▸ Collected data
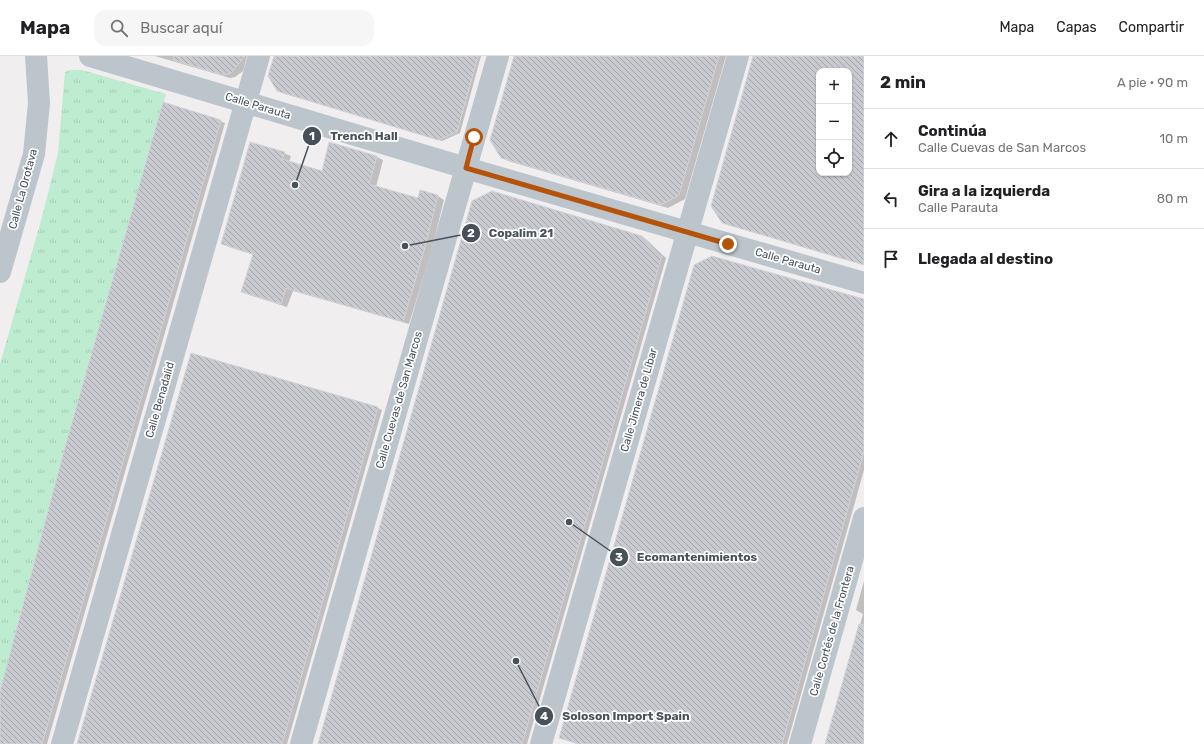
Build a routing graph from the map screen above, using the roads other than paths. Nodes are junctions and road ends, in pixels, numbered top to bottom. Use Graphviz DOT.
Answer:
graph roads {
  1 [pos="36,56"];
  2 [pos="90,56"];
  3 [pos="259,56"];
  4 [pos="498,56"];
  5 [pos="738,56"];
  6 [pos="246,102"];
  7 [pos="466,168"];
  8 [pos="687,231"];
  9 [pos="0,272"];
  10 [pos="864,283"];
  11 [pos="864,518"];
  12 [pos="62,744"];
  13 [pos="301,744"];
  14 [pos="541,744"];
  15 [pos="800,744"];
  1 -- 9 [label="street, Calle La Orotava"];
  2 -- 6 [label="street, Calle Parauta"];
  3 -- 6 [label="street, Calle Benadalid"];
  4 -- 7 [label="street, Calle Cuevas de San Marcos"];
  5 -- 8 [label="street, Calle Jimera de Líbar"];
  6 -- 7 [label="street, Calle Parauta"];
  6 -- 12 [label="street, Calle Benadalid"];
  7 -- 8 [label="street, Calle Parauta"];
  7 -- 13 [label="street, Calle Cuevas de San Marcos"];
  8 -- 10 [label="street, Calle Parauta"];
  8 -- 14 [label="street, Calle Jimera de Líbar"];
  11 -- 15 [label="street, Calle Cortés de la Frontera"];
}
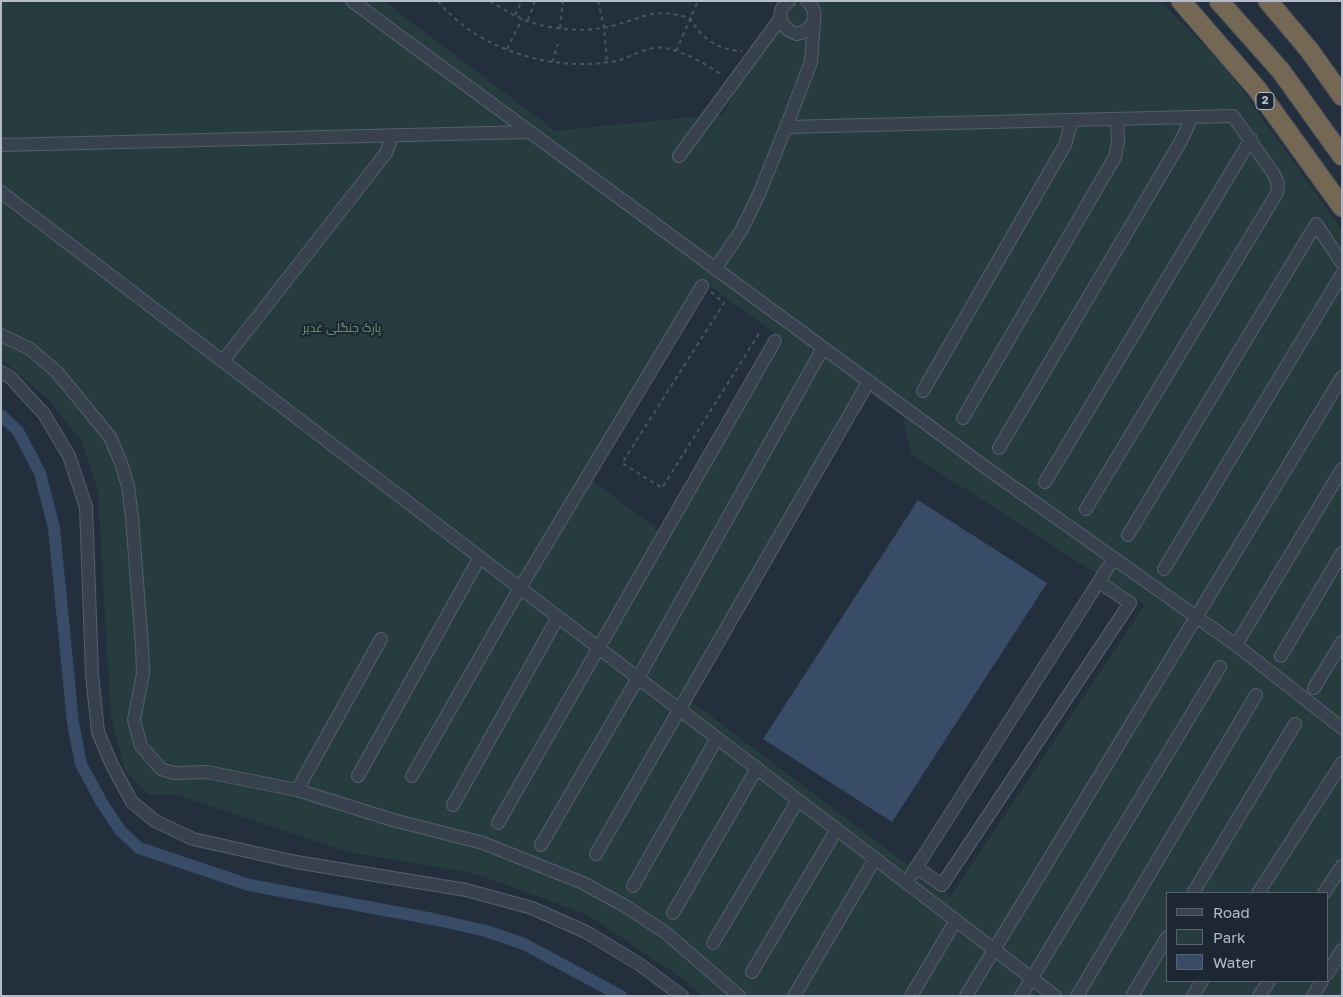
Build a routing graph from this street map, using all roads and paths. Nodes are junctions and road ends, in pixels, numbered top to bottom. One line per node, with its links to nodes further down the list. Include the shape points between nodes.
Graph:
1 (352, 1): 34 (street)
2 (438, 1): 23 (path, via 464,26)
3 (490, 1): 14 (path)
4 (522, 1): 14 (path)
5 (535, 1): 18 (path)
6 (563, 1): 21 (path)
7 (598, 1): 20 (path)
8 (698, 1): 15 (path)
9 (807, 1): 19 (street, via 815,13)
10 (1182, 1): 41 (highway, 2, via 1257,89)
11 (1219, 1): 39 (highway, 2, via 1281,72)
12 (1268, 1): 29 (highway)
13 (786, 2): 17 (street, via 780,11)
14 (515, 15): 16 (path)
15 (690, 18): 20 (path, via 674,13 649,13); 24 (path); 25 (path, via 710,42 723,49)
16 (522, 19): 18 (path); 23 (path)
17 (780, 19): 19 (street, via 783,26 796,34 811,28); 38 (street)
18 (528, 21): 21 (path)
19 (814, 21): 33 (street, via 811,62)
20 (604, 27): 21 (path); 27 (path)
21 (560, 28)
22 (558, 44): 26 (path)
23 (507, 49): 26 (path)
24 (676, 51): 27 (path, via 651,48); 28 (path, via 709,66)
25 (745, 51)
26 (552, 62): 27 (path)
27 (607, 63)
28 (729, 80)
29 (1342, 96)
30 (1192, 117): 31 (street); 36 (street, via 1233,116); 56 (street, via 1176,150)
31 (1117, 119): 32 (street); 55 (street, via 1115,157)
32 (1072, 120): 33 (street); 54 (street, via 1065,145)
33 (786, 127): 43 (street, via 759,194)
34 (529, 132): 35 (street); 43 (street)
35 (393, 136): 37 (street); 50 (street, via 386,153)
36 (1250, 139): 58 (street); 59 (street, via 1278,182 1277,193)
37 (1, 145)
38 (680, 156)
39 (1342, 156)
40 (1, 192): 50 (street)
41 (1342, 207)
42 (1342, 263): 60 (street, via 1316,224)
43 (715, 269): 49 (street)
44 (1342, 274): 64 (street)
45 (702, 286): 46 (path, via 724,302 622,463 662,488); 66 (street)
46 (760, 332)
47 (1, 335): 86 (street, via 30,350 57,372 110,437 121,463 132,518 142,646 143,673 134,720 141,746 151,760 167,772 207,772)
48 (775, 341): 72 (street)
49 (823, 348): 53 (street); 75 (street)
50 (223, 361): 62 (street)
51 (1, 372): 113 (street, via 10,377 44,414 69,456 86,507 92,674 98,732 132,802 155,821 193,839 296,862 466,890 532,908 586,932 639,964)
52 (1342, 377): 67 (street)
53 (868, 381): 63 (street); 78 (street)
54 (923, 391)
55 (963, 418)
56 (999, 448)
57 (1342, 469): 71 (street)
58 (1045, 482)
59 (1086, 509)
60 (1128, 535)
61 (1342, 554): 73 (street)
62 (480, 557): 66 (street); 84 (street)
63 (1114, 558): 65 (street); 67 (street)
64 (1164, 569)
65 (1099, 582): 95 (street); 95 (street, via 1130,603 942,885)
66 (520, 588): 68 (street); 85 (street)
67 (1196, 616): 71 (street); 105 (street)
68 (558, 617): 72 (street); 88 (street)
69 (381, 640): 86 (street)
70 (1342, 642): 76 (street)
71 (1236, 645): 80 (street)
72 (598, 647): 75 (street); 89 (street)
73 (1281, 656)
74 (1220, 667): 109 (street)
75 (638, 678): 78 (street); 91 (street)
76 (1314, 688)
77 (1256, 695): 120 (street)
78 (679, 709): 81 (street); 92 (street)
79 (1295, 724): 98 (street)
80 (1342, 728)
81 (717, 738): 83 (street); 97 (street)
82 (1342, 763): 99 (street)
83 (756, 768): 87 (street); 101 (street)
84 (358, 776)
85 (412, 776)
86 (297, 790): 114 (street, via 393,820 483,843 583,883 666,933)
87 (798, 800): 90 (street); 104 (street)
88 (453, 805)
89 (498, 823)
90 (836, 829): 93 (street); 107 (street)
91 (541, 845)
92 (596, 854)
93 (875, 859): 96 (street); 115 (street)
94 (1342, 866): 100 (street)
95 (916, 868): 96 (street)
96 (906, 882): 102 (street)
97 (633, 886)
98 (1194, 892)
99 (1259, 892)
100 (1325, 892)
101 (673, 913)
102 (956, 920): 105 (street); 116 (street)
103 (1166, 939): 121 (street)
104 (713, 943)
105 (994, 950): 109 (street); 117 (street)
106 (1342, 950): 108 (street)
107 (752, 972)
108 (1328, 972)
109 (1032, 978): 118 (street); 119 (street)
110 (1201, 982): 122 (street)
111 (1268, 982): 123 (street)
112 (1321, 982): 124 (street)
113 (682, 996)
114 (739, 996)
115 (794, 996)
116 (911, 996)
117 (966, 996)
118 (1021, 996)
119 (1055, 996)
120 (1077, 996)
121 (1132, 996)
122 (1193, 996)
123 (1259, 996)
124 (1313, 996)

▸ EXERCISE
Pictures aside, retype all of the entries word for word.

▸ RESPONSE TO THIS EXERCISE
Build a routing graph from the map screen above, using the roads other than paths. Nodes are junctions and road ends, in pixels, numbered top to bottom. Use Graphviz DOT.
Answer:
graph roads {
  1 [pos="36,56"];
  2 [pos="90,56"];
  3 [pos="259,56"];
  4 [pos="498,56"];
  5 [pos="738,56"];
  6 [pos="246,102"];
  7 [pos="466,168"];
  8 [pos="687,231"];
  9 [pos="0,272"];
  10 [pos="864,283"];
  11 [pos="864,518"];
  12 [pos="62,744"];
  13 [pos="301,744"];
  14 [pos="541,744"];
  15 [pos="800,744"];
  1 -- 9 [label="street, Calle La Orotava"];
  2 -- 6 [label="street, Calle Parauta"];
  3 -- 6 [label="street, Calle Benadalid"];
  4 -- 7 [label="street, Calle Cuevas de San Marcos"];
  5 -- 8 [label="street, Calle Jimera de Líbar"];
  6 -- 7 [label="street, Calle Parauta"];
  6 -- 12 [label="street, Calle Benadalid"];
  7 -- 8 [label="street, Calle Parauta"];
  7 -- 13 [label="street, Calle Cuevas de San Marcos"];
  8 -- 10 [label="street, Calle Parauta"];
  8 -- 14 [label="street, Calle Jimera de Líbar"];
  11 -- 15 [label="street, Calle Cortés de la Frontera"];
}
Build a routing graph from this street map, using all roads and paths. Nodes are junctions and road ends, in pixels, numbered top to bottom. One line per node, with its links to nodes further down the list. Include the shape points between nodes.
Graph:
1 (352, 1): 34 (street)
2 (438, 1): 23 (path, via 464,26)
3 (490, 1): 14 (path)
4 (522, 1): 14 (path)
5 (535, 1): 18 (path)
6 (563, 1): 21 (path)
7 (598, 1): 20 (path)
8 (698, 1): 15 (path)
9 (807, 1): 19 (street, via 815,13)
10 (1182, 1): 41 (highway, 2, via 1257,89)
11 (1219, 1): 39 (highway, 2, via 1281,72)
12 (1268, 1): 29 (highway)
13 (786, 2): 17 (street, via 780,11)
14 (515, 15): 16 (path)
15 (690, 18): 20 (path, via 674,13 649,13); 24 (path); 25 (path, via 710,42 723,49)
16 (522, 19): 18 (path); 23 (path)
17 (780, 19): 19 (street, via 783,26 796,34 811,28); 38 (street)
18 (528, 21): 21 (path)
19 (814, 21): 33 (street, via 811,62)
20 (604, 27): 21 (path); 27 (path)
21 (560, 28)
22 (558, 44): 26 (path)
23 (507, 49): 26 (path)
24 (676, 51): 27 (path, via 651,48); 28 (path, via 709,66)
25 (745, 51)
26 (552, 62): 27 (path)
27 (607, 63)
28 (729, 80)
29 (1342, 96)
30 (1192, 117): 31 (street); 36 (street, via 1233,116); 56 (street, via 1176,150)
31 (1117, 119): 32 (street); 55 (street, via 1115,157)
32 (1072, 120): 33 (street); 54 (street, via 1065,145)
33 (786, 127): 43 (street, via 759,194)
34 (529, 132): 35 (street); 43 (street)
35 (393, 136): 37 (street); 50 (street, via 386,153)
36 (1250, 139): 58 (street); 59 (street, via 1278,182 1277,193)
37 (1, 145)
38 (680, 156)
39 (1342, 156)
40 (1, 192): 50 (street)
41 (1342, 207)
42 (1342, 263): 60 (street, via 1316,224)
43 (715, 269): 49 (street)
44 (1342, 274): 64 (street)
45 (702, 286): 46 (path, via 724,302 622,463 662,488); 66 (street)
46 (760, 332)
47 (1, 335): 86 (street, via 30,350 57,372 110,437 121,463 132,518 142,646 143,673 134,720 141,746 151,760 167,772 207,772)
48 (775, 341): 72 (street)
49 (823, 348): 53 (street); 75 (street)
50 (223, 361): 62 (street)
51 (1, 372): 113 (street, via 10,377 44,414 69,456 86,507 92,674 98,732 132,802 155,821 193,839 296,862 466,890 532,908 586,932 639,964)
52 (1342, 377): 67 (street)
53 (868, 381): 63 (street); 78 (street)
54 (923, 391)
55 (963, 418)
56 (999, 448)
57 (1342, 469): 71 (street)
58 (1045, 482)
59 (1086, 509)
60 (1128, 535)
61 (1342, 554): 73 (street)
62 (480, 557): 66 (street); 84 (street)
63 (1114, 558): 65 (street); 67 (street)
64 (1164, 569)
65 (1099, 582): 95 (street); 95 (street, via 1130,603 942,885)
66 (520, 588): 68 (street); 85 (street)
67 (1196, 616): 71 (street); 105 (street)
68 (558, 617): 72 (street); 88 (street)
69 (381, 640): 86 (street)
70 (1342, 642): 76 (street)
71 (1236, 645): 80 (street)
72 (598, 647): 75 (street); 89 (street)
73 (1281, 656)
74 (1220, 667): 109 (street)
75 (638, 678): 78 (street); 91 (street)
76 (1314, 688)
77 (1256, 695): 120 (street)
78 (679, 709): 81 (street); 92 (street)
79 (1295, 724): 98 (street)
80 (1342, 728)
81 (717, 738): 83 (street); 97 (street)
82 (1342, 763): 99 (street)
83 (756, 768): 87 (street); 101 (street)
84 (358, 776)
85 (412, 776)
86 (297, 790): 114 (street, via 393,820 483,843 583,883 666,933)
87 (798, 800): 90 (street); 104 (street)
88 (453, 805)
89 (498, 823)
90 (836, 829): 93 (street); 107 (street)
91 (541, 845)
92 (596, 854)
93 (875, 859): 96 (street); 115 (street)
94 (1342, 866): 100 (street)
95 (916, 868): 96 (street)
96 (906, 882): 102 (street)
97 (633, 886)
98 (1194, 892)
99 (1259, 892)
100 (1325, 892)
101 (673, 913)
102 (956, 920): 105 (street); 116 (street)
103 (1166, 939): 121 (street)
104 (713, 943)
105 (994, 950): 109 (street); 117 (street)
106 (1342, 950): 108 (street)
107 (752, 972)
108 (1328, 972)
109 (1032, 978): 118 (street); 119 (street)
110 (1201, 982): 122 (street)
111 (1268, 982): 123 (street)
112 (1321, 982): 124 (street)
113 (682, 996)
114 (739, 996)
115 (794, 996)
116 (911, 996)
117 (966, 996)
118 (1021, 996)
119 (1055, 996)
120 (1077, 996)
121 (1132, 996)
122 (1193, 996)
123 (1259, 996)
124 (1313, 996)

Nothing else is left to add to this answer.